La prise en charge passe d'abord par la psychoéducation, qui consiste à expliquer aux patients les spécificités de leur fonctionnement et à proposer des ateliers pour apprendre à mettre en place les meilleures stratégies. Objectif : limiter les conséquences du TDAH au quotidien. Dans cette optique, le Dr Lopez a conçu, avec l'ergothérapeute Audrey Roques, l'ouvrage pratique Surmonter le TDAH de l'adulte, autoédité et disponible sur tdah-adulte.fr. Le traitement médicamenteux, lui, passe par la Ritaline (méthylphénidate). « Cet inhibiteur de la recapture de la dopamine agit en permettant au cerveau de retrouver une bonne utilisation du neurotransmetteur, équivalente à celle d'une personne n'ayant pas de TDAH », rassure le Dr Claret-Tournier. A la clé, une amélioration des symptômes, sans que cela soit définitivement curatif. « Quand on m'a parlé de ce médicament, j'ai eu peur, lâche Vanessa. Mais il a changé ma vie ! Ça ne fourmille plus autant qu'avant dans ma tête et je ne sens plus cette oppression intérieure qui m'empêchait d'avoir du recul au quotidien.

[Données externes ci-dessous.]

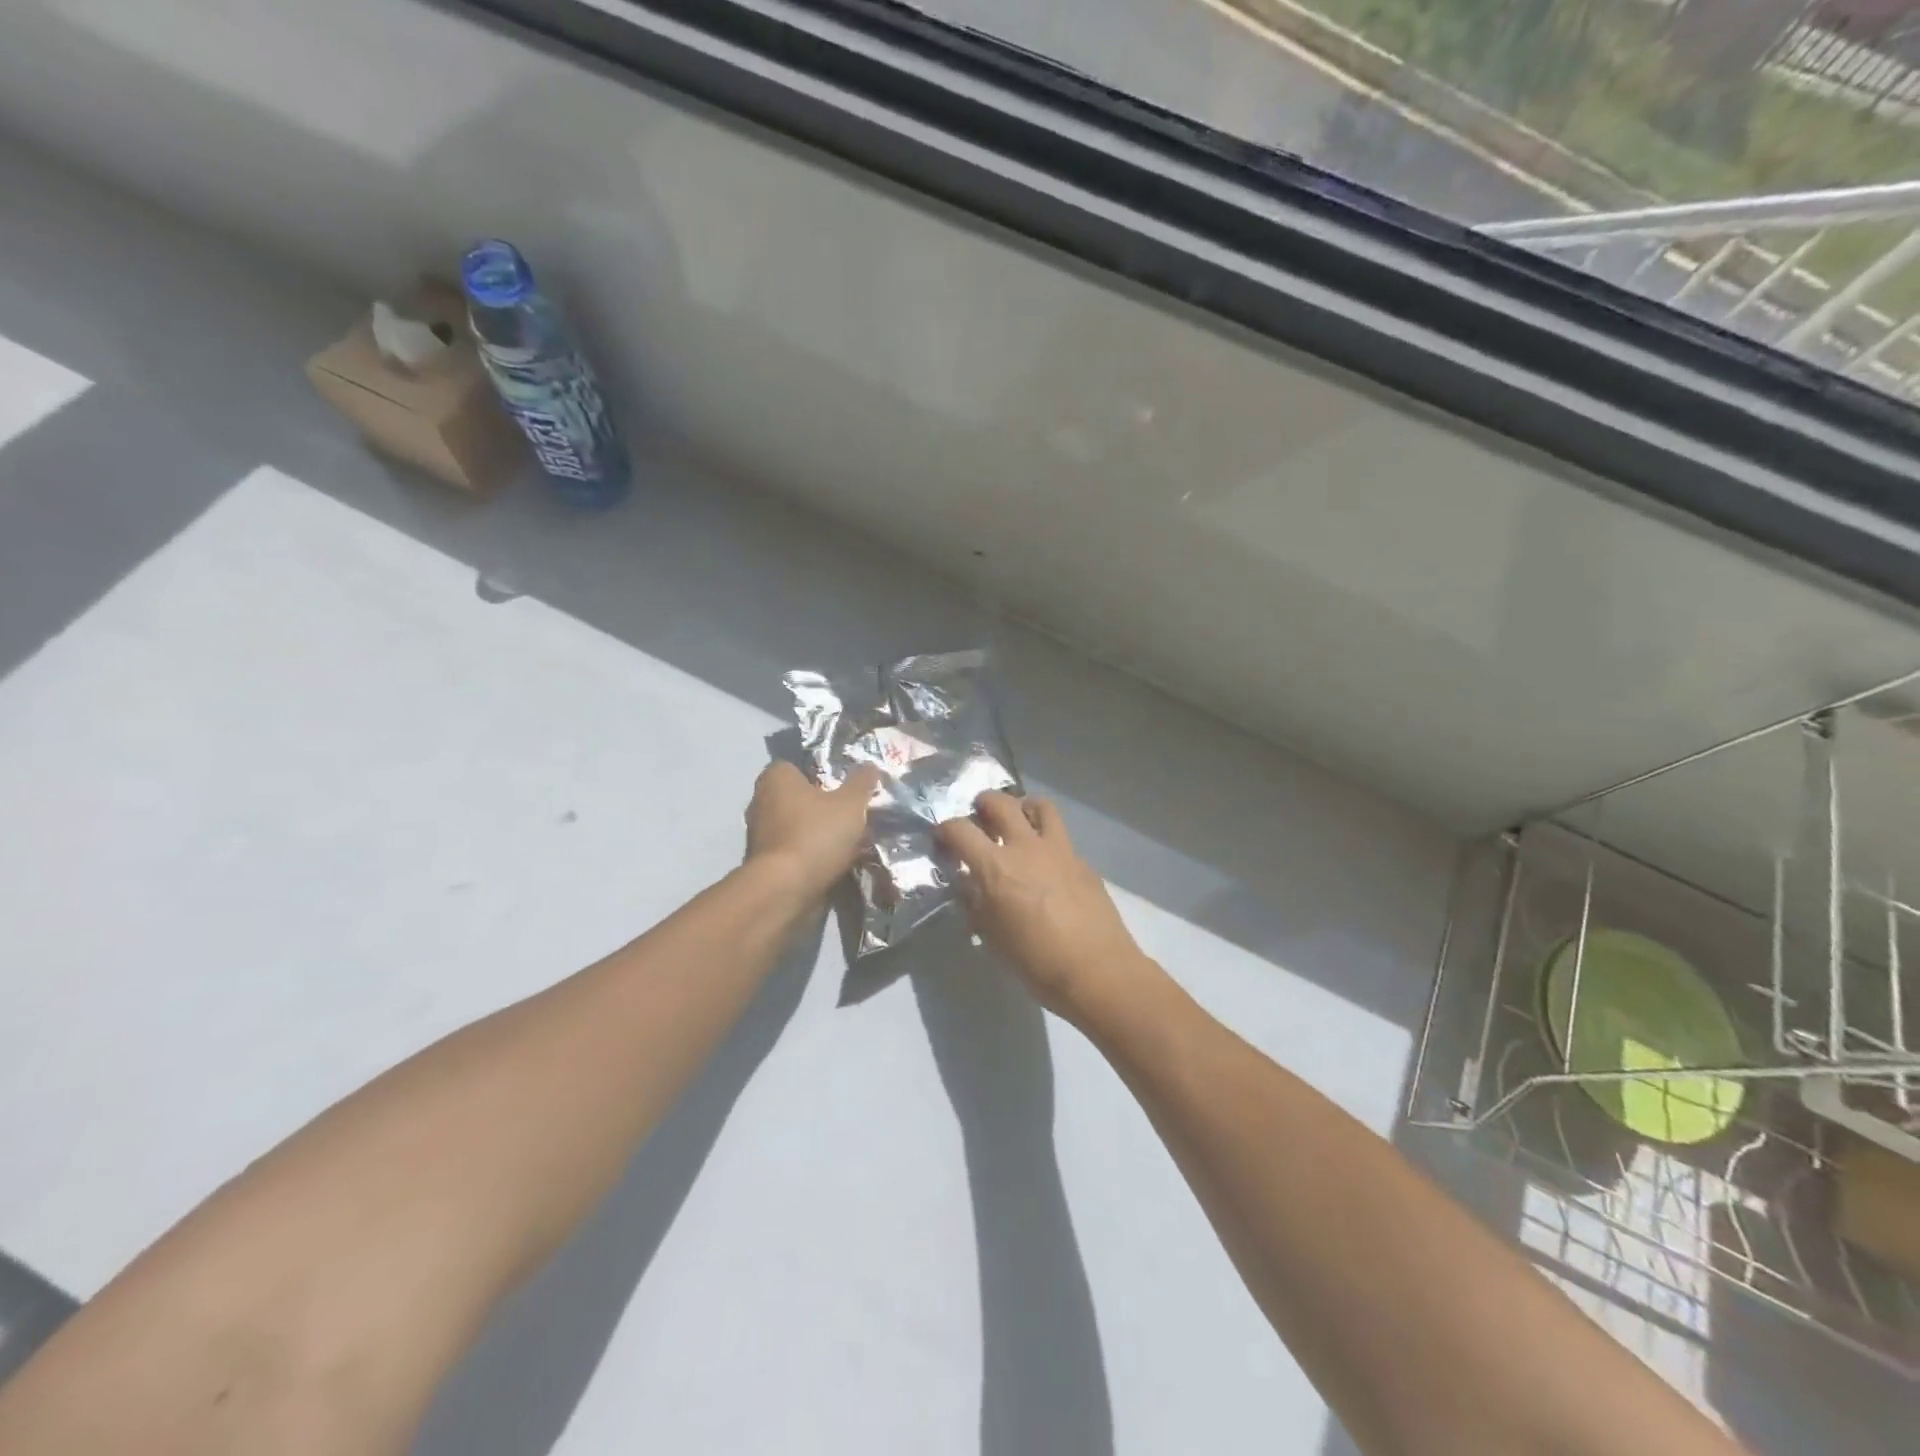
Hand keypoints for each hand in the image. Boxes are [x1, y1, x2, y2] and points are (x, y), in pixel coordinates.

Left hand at [744, 761, 883, 900]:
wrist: (785, 890)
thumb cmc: (816, 835)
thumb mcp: (851, 804)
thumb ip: (862, 782)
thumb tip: (870, 766)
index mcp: (776, 777)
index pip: (800, 766)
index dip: (824, 775)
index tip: (845, 789)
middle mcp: (761, 800)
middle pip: (799, 797)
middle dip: (822, 806)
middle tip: (851, 815)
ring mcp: (759, 834)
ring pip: (797, 825)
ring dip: (817, 833)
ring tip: (847, 842)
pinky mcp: (763, 862)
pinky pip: (794, 850)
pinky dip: (810, 855)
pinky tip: (832, 862)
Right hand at [938, 791, 1156, 1025]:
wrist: (1097, 970)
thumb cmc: (1036, 961)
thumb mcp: (992, 936)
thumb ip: (976, 903)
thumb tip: (970, 886)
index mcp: (996, 867)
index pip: (960, 830)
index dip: (946, 829)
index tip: (943, 837)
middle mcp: (1026, 847)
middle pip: (1001, 803)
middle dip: (984, 803)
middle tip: (979, 814)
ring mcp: (1059, 850)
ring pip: (1040, 806)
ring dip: (1023, 807)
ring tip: (1019, 821)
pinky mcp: (1082, 861)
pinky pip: (1061, 836)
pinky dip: (1047, 838)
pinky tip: (1047, 862)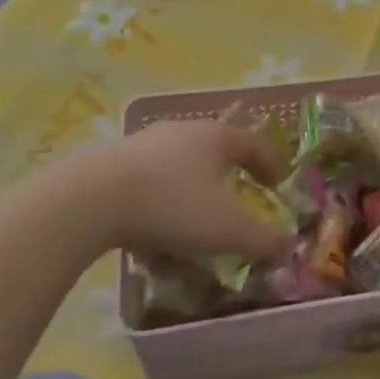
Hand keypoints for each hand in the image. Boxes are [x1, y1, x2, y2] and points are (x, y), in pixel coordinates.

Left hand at [71, 120, 293, 261]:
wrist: (91, 199)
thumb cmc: (173, 205)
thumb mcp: (227, 230)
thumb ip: (263, 240)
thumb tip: (289, 246)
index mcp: (216, 138)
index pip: (254, 145)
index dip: (270, 166)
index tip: (278, 187)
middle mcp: (183, 132)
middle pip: (214, 154)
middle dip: (227, 183)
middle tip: (235, 208)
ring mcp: (145, 145)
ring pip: (179, 172)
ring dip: (191, 200)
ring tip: (192, 235)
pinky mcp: (113, 165)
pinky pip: (148, 188)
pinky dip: (159, 211)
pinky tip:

Je suis plus posée. » Enfin, une thérapie comportementale et cognitive (TCC) et la méditation de pleine conscience, encadrée médicalement, complètent l'arsenal thérapeutique, afin de pouvoir vivre le plus sereinement possible. * Source : World Federation of ADHD, 2021.
• Des consultations spécialisées dans le TDAH de l'adulte sont ouvertes dans un nombre croissant de services psychiatriques au sein de centres hospitaliers universitaires (CHU) : Montpellier, Strasbourg, Grenoble, Paris (la Pitié-Salpêtrière, GHU psychiatrie et neurosciences), Nantes, Lille, Bordeaux…
• L'association de patients HyperSupers (tdah-france.fr) propose une mine d'informations et des forums d'échange.